**ENTRIES SUPPLIED:**
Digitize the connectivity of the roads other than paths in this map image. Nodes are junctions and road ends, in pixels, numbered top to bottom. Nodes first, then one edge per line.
---
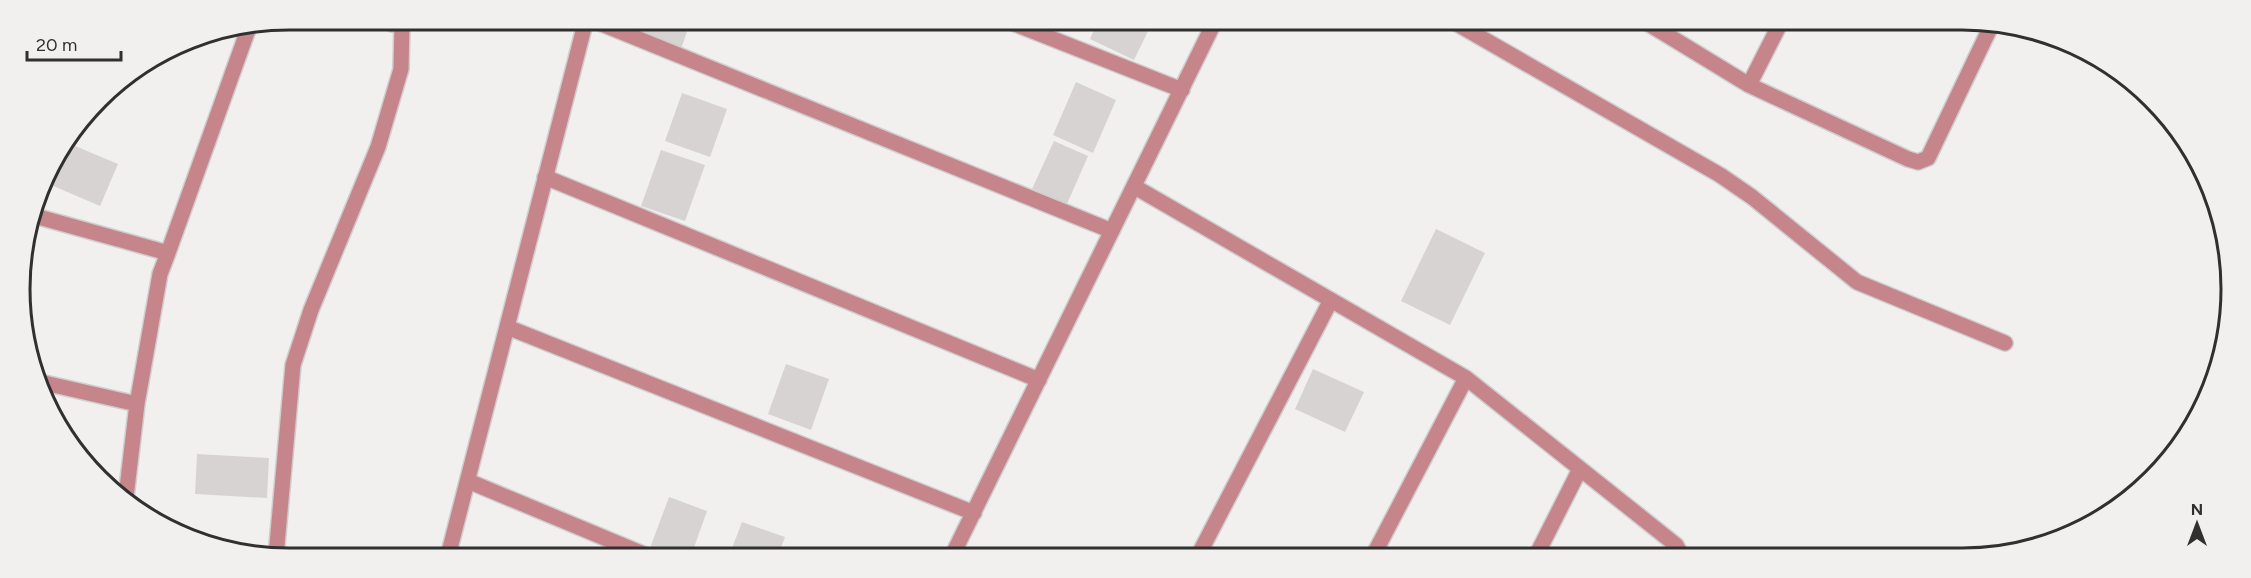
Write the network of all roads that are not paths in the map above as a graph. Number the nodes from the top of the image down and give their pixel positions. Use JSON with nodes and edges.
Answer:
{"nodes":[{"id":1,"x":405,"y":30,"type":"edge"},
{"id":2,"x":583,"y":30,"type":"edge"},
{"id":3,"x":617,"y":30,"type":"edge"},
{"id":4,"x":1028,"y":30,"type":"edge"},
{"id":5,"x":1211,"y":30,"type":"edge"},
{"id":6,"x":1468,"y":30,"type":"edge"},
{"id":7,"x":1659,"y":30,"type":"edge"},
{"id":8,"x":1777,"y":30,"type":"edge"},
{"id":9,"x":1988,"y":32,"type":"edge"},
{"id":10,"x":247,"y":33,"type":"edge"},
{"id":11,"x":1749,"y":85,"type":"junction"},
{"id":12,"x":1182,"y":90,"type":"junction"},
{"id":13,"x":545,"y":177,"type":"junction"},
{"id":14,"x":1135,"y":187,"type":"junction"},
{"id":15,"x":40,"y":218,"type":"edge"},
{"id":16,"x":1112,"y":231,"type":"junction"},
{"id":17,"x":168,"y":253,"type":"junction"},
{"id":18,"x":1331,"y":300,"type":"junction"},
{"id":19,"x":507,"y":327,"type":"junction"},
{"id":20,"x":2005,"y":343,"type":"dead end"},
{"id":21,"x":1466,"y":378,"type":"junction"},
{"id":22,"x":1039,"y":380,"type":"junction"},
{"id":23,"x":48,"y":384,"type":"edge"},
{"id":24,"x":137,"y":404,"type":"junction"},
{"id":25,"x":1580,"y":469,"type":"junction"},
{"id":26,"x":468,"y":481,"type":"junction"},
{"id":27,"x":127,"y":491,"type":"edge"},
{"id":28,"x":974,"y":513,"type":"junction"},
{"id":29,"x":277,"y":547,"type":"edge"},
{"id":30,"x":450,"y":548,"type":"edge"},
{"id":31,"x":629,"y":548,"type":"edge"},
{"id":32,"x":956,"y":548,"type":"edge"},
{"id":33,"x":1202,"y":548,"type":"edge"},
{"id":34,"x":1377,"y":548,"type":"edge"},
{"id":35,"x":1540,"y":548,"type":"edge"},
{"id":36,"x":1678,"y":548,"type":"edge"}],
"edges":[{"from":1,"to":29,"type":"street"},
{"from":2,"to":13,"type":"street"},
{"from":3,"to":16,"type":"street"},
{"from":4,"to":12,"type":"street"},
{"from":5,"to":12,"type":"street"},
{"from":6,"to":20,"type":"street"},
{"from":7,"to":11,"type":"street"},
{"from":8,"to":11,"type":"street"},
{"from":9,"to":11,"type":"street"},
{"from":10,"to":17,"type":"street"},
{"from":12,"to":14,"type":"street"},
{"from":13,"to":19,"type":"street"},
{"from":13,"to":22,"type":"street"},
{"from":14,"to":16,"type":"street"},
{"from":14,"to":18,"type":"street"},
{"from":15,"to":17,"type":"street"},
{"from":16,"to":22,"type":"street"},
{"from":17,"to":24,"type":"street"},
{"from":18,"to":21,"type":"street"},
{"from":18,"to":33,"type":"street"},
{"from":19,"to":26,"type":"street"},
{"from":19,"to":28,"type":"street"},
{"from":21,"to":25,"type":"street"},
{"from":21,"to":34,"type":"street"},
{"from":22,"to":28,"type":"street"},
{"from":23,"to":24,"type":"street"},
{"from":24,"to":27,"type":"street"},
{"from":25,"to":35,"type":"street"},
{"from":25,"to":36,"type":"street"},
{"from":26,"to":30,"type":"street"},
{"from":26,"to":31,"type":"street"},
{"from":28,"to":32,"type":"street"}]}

**WORK ITEM:** In the records above, which lines hold the string "roads"? Copy each one.

**SOLVED EXERCISE:**
Digitize the connectivity of the roads other than paths in this map image. Nodes are junctions and road ends, in pixels, numbered top to bottom. Nodes first, then one edge per line.
Write the network of all roads that are not paths in the map above as a graph. Number the nodes from the top of the image down and give their pixel positions. Use JSON with nodes and edges.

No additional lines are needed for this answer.